Server monitoring: Grafana, prometheus and Node exporter

Server monitoring is an important thing to take care of, as a sysadmin.

Thing is, setting up a monitoring system for a single server is quite easy, especially through tools like Monit, but setting up a multi-server monitoring system quickly becomes confusing, especially when you see the myriad of existing solutions.

This guide will walk through setting up a solid and extensible monitoring solution using Grafana as the dashboard (for good looks), prometheus as the stats collectors aggregator and node_exporter as the endpoint-related collector.

Table of contents

  • Foreword
  • Architecture concepts
  • Collector and dashboard server

Foreword

This document is split in three parts:

  • Collector and dashboard server
  • Monitored server endpoint
  • Grafana query language basics and examples

For shell examples, every shell block will start with # <server>, where <server> is one of those 3 choices:

  • The central collector (and display) server will be CENTRAL
  • Each monitored node will be NODE

Note that, if I moved into a folder I created during the guide, it'll be noted by suffixing CA/VPN/CLIENT with "in ./".

For this doc, we'll have two servers acting as monitored nodes, and one server acting as the collector and display server. Note that our collector/display server will be one of the two nodes, as we want our server to monitor itself.

Basically, - 10.0.10.1 = CENTRAL/NODE = grafana, prometheus, node_exporter - 10.0.10.2 = NODE = node_exporter

Architecture concepts

A diagram is generally better at explaining how things work together.

this diagram displays grafana in front of a prometheus server, which is connected to several node_exporter servers

Note that you'll probably have a node_exporter server on your prometheus/grafana server, so it can monitor itself!

Collector and dashboard server

We'll start by setting up the collector/dashboard server, so we have a nice dashboard GUI ready for us.

Installation

The first step is to install Grafana.

On this guide, the server and every monitored node is debian-based.

If you're not dumb, this guide should get you started.

Then, we'll install the prometheus data collector daemon. It's tasked with retrieving data from every configured endpoint (which will be explained later on).

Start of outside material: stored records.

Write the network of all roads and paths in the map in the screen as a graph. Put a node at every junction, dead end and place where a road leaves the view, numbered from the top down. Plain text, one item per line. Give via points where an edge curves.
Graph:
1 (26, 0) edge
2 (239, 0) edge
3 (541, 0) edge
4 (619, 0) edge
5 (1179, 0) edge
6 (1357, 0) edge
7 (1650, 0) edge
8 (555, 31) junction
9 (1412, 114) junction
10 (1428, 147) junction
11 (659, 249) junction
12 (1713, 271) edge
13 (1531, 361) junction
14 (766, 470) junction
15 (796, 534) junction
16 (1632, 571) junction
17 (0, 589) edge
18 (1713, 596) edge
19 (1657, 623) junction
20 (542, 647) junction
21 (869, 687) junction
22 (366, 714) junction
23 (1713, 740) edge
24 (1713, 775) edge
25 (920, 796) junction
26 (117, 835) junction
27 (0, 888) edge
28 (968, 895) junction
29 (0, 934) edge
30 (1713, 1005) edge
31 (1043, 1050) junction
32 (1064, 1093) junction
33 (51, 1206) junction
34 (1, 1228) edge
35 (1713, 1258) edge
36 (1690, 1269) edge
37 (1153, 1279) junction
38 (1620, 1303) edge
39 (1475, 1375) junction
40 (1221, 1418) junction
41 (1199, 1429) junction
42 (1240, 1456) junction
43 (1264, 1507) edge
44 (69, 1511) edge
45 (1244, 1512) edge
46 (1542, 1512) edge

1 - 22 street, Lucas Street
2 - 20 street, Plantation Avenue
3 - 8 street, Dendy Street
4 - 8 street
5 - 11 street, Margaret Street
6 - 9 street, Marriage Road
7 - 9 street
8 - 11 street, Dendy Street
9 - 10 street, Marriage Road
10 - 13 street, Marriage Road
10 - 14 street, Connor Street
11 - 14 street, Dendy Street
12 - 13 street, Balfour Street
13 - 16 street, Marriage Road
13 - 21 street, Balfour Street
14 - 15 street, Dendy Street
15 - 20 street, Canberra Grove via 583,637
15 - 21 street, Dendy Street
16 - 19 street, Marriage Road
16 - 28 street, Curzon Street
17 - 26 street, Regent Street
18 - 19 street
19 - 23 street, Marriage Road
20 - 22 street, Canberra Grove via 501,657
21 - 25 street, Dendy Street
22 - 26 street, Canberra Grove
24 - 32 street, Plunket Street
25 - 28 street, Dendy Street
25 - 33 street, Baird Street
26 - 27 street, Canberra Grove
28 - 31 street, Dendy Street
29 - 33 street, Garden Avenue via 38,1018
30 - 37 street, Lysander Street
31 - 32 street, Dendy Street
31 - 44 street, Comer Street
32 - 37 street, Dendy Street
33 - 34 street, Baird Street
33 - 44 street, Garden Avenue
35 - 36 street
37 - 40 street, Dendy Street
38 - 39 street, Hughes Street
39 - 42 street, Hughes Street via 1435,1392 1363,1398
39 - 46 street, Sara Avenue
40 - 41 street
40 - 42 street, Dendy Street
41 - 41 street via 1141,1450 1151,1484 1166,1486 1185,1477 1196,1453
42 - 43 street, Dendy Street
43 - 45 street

Thankfully, we have everything in the base repositories.

1
2
# Central
$ apt install prometheus

We'll take care of the data extractor later on (on next part), so we'll skip it for now, and we'll analyze our prometheus configuration and grafana dashboard, before already syncing them.

Configuration

Let's firstly take a look at Prometheus' configuration.

The file is, by default, /etc/prometheus/prometheus.yml.

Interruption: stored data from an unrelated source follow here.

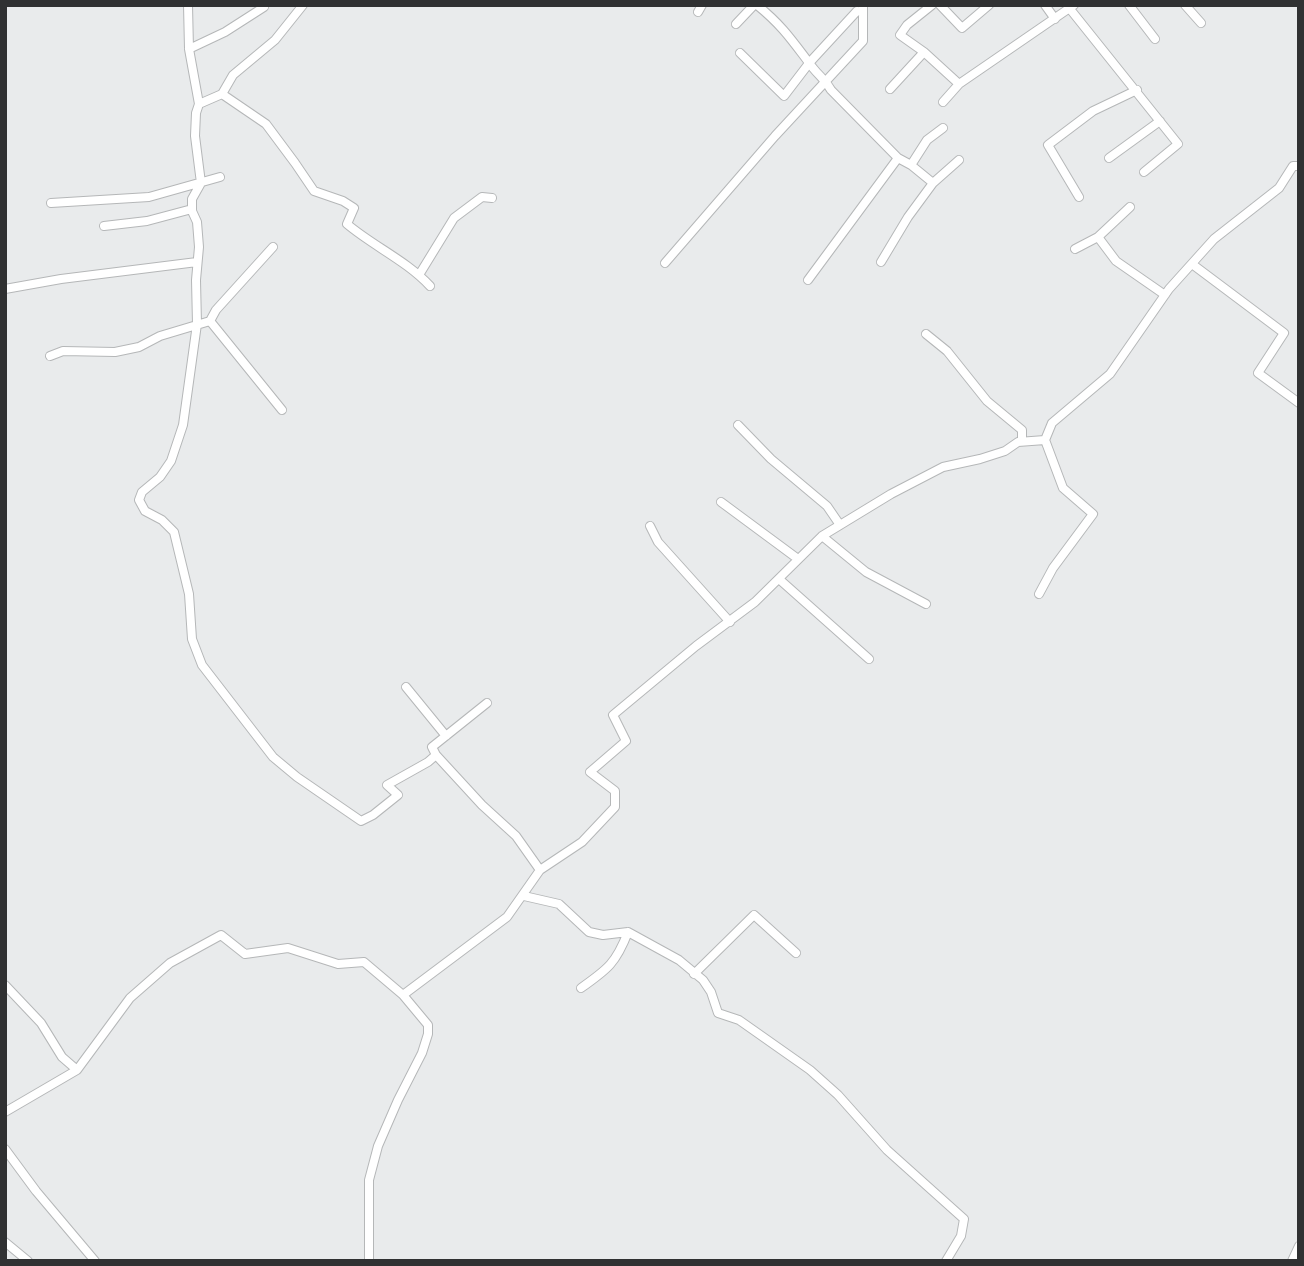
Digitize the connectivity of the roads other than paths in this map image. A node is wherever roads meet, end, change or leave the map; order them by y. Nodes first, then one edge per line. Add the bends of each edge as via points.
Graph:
1 (188, 5) edge
2 (303, 5) edge
3 (755, 5) edge
4 (932, 5) edge
5 (940, 5) edge
6 (989, 5) edge
7 (1045, 5) edge
8 (1129, 5) edge
9 (1185, 5) edge
10 (264, 7) edge
11 (1072, 7) edge
12 (862, 9) edge
13 (1055, 19) junction
14 (1201, 23) dead end
15 (736, 24) dead end
16 (1155, 39) dead end
17 (188, 50) junction
18 (923, 52) junction
19 (740, 53) dead end
20 (810, 62) junction
21 (827, 82) junction
22 (959, 84) junction
23 (890, 89) dead end
24 (1137, 90) junction
25 (222, 94) junction
26 (943, 102) dead end
27 (199, 104) junction
28 (1160, 121) junction
29 (943, 128) dead end
30 (898, 158) junction
31 (1109, 158) dead end
32 (959, 160) dead end
33 (911, 165) junction
34 (1299, 166) edge
35 (1144, 172) dead end
36 (220, 177) dead end
37 (201, 183) junction
38 (933, 183) junction
39 (1079, 197) dead end
40 (492, 198) dead end
41 (51, 203) dead end
42 (1130, 207) dead end
43 (192, 209) junction
44 (104, 226) dead end
45 (1098, 237) junction
46 (273, 247) dead end
47 (1075, 249) dead end
48 (197, 262) junction
49 (881, 262) dead end
50 (665, 263) dead end
51 (1192, 264) junction
52 (419, 275) junction
53 (808, 280) dead end
54 (430, 286) dead end
55 (5, 289) edge
56 (1165, 295) junction
57 (210, 321) junction
58 (197, 324) junction
59 (926, 334) dead end
60 (50, 356) dead end
61 (1299, 403) edge
62 (282, 410) dead end
63 (738, 425) dead end
64 (1045, 440) junction
65 (1022, 441) junction
66 (721, 502) dead end
67 (840, 525) junction
68 (650, 526) dead end
69 (822, 536) junction
70 (799, 559) junction
71 (779, 579) junction
72 (1039, 594) dead end
73 (926, 604) dead end
74 (730, 622) junction
75 (869, 659) dead end
76 (406, 687) dead end
77 (487, 703) dead end
78 (446, 736) junction
79 (436, 755) junction
80 (540, 870) junction
81 (524, 895) junction
82 (628, 932) junction
83 (796, 953) dead end
84 (694, 974) junction
85 (5, 985) edge
86 (581, 988) dead end
87 (403, 995) junction
88 (77, 1070) junction
89 (5, 1112) edge
90 (5, 1149) edge
91 (5, 1242) edge
92 (1299, 1246) edge
93 (28, 1261) edge
94 (95, 1261) edge
95 (369, 1261) edge
96 (946, 1261) edge
97 (1292, 1261) edge

1 - 17 street
2 - 25 street via 275,40 233,75
3 - 15 street
3 - 20 street via 780,24
4 - 18 street via 900,35
5 - 6 street via 962,28
7 - 13 street
8 - 16 street
9 - 14 street
10 - 17 street
11 - 13 street
11 - 24 street
12 - 20 street
12 - 21 street via 863,41
13 - 22 street
17 - 27 street
18 - 22 street
18 - 23 street
19 - 20 street via 785,96
20 - 21 street
21 - 30 street
21 - 50 street
22 - 26 street
24 - 28 street
24 - 39 street via 1093,111 1048,145
25 - 27 street
25 - 52 street via 266,124 314,191 354,208 347,224
27 - 37 street via 195,136
28 - 31 street
28 - 35 street via 1178,144
29 - 33 street via 927,140
30 - 33 street
30 - 53 street
32 - 38 street
33 - 38 street
34 - 51 street via 1293,166 1279,188 1214,239
36 - 37 street
37 - 41 street via 149,197
37 - 43 street
38 - 49 street
40 - 52 street via 482,197 454,218
42 - 45 street
43 - 44 street
43 - 48 street via 197,222
45 - 47 street
45 - 56 street via 1116,261
46 - 57 street
48 - 55 street
48 - 58 street
51 - 56 street
51 - 61 street via 1284,333 1258,373
52 - 54 street
56 - 64 street via 1110,374 1052,424
57 - 58 street
57 - 62 street
58 - 60 street via 139,347 114,352 63,351
58 - 79 street via 183,425 171,461 139,500 145,511 174,532 189,594 192,639 202,665 274,757 361,821 398,795 387,785
59 - 65 street via 947,351 988,401 1022,430
63 - 67 street via 827,506
64 - 65 street
64 - 72 street via 1063,488 1093,514
65 - 67 street via 1005,451 943,467
66 - 70 street
67 - 69 street
68 - 74 street via 658,542
69 - 70 street
69 - 73 street via 866,572
70 - 71 street
71 - 74 street
71 - 75 street
74 - 80 street via 612,715 626,741 590,772 615,791 615,807 582,842
76 - 78 street
77 - 78 street
78 - 79 street via 432,747
79 - 80 street via 516,836
80 - 81 street
81 - 82 street via 559,904 589,932
81 - 87 street via 507,917
82 - 84 street via 680,960
82 - 86 street via 612,964
83 - 84 street via 754,915
84 - 96 street via 711,992 718,1013 739,1020 810,1070 887,1150 964,1219 961,1236
85 - 88 street
87 - 88 street via 364,961 338,964 288,948 245,954 221,936 170,963 130,998
87 - 95 street via 429,1029 378,1146 369,1180
88 - 89 street
90 - 94 street
91 - 93 street
92 - 97 street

Its content is the following (may vary; it is, right now).

 1
 2
 3
 4
 5
 6
 7
 8
 9
10
11
12
13
14
15
16
17
18
19
20
21
22
23
24
25
26
27
28
29
30
31
32
33
34
35
36
37
38
# Sample config for Prometheus.

global:
  scrape_interval:     15s # By default, scrape targets every 15 seconds.
  evaluation_interval: 15s # By default, scrape targets every 15 seconds.
  # scrape_timeout is set to the global default (10s).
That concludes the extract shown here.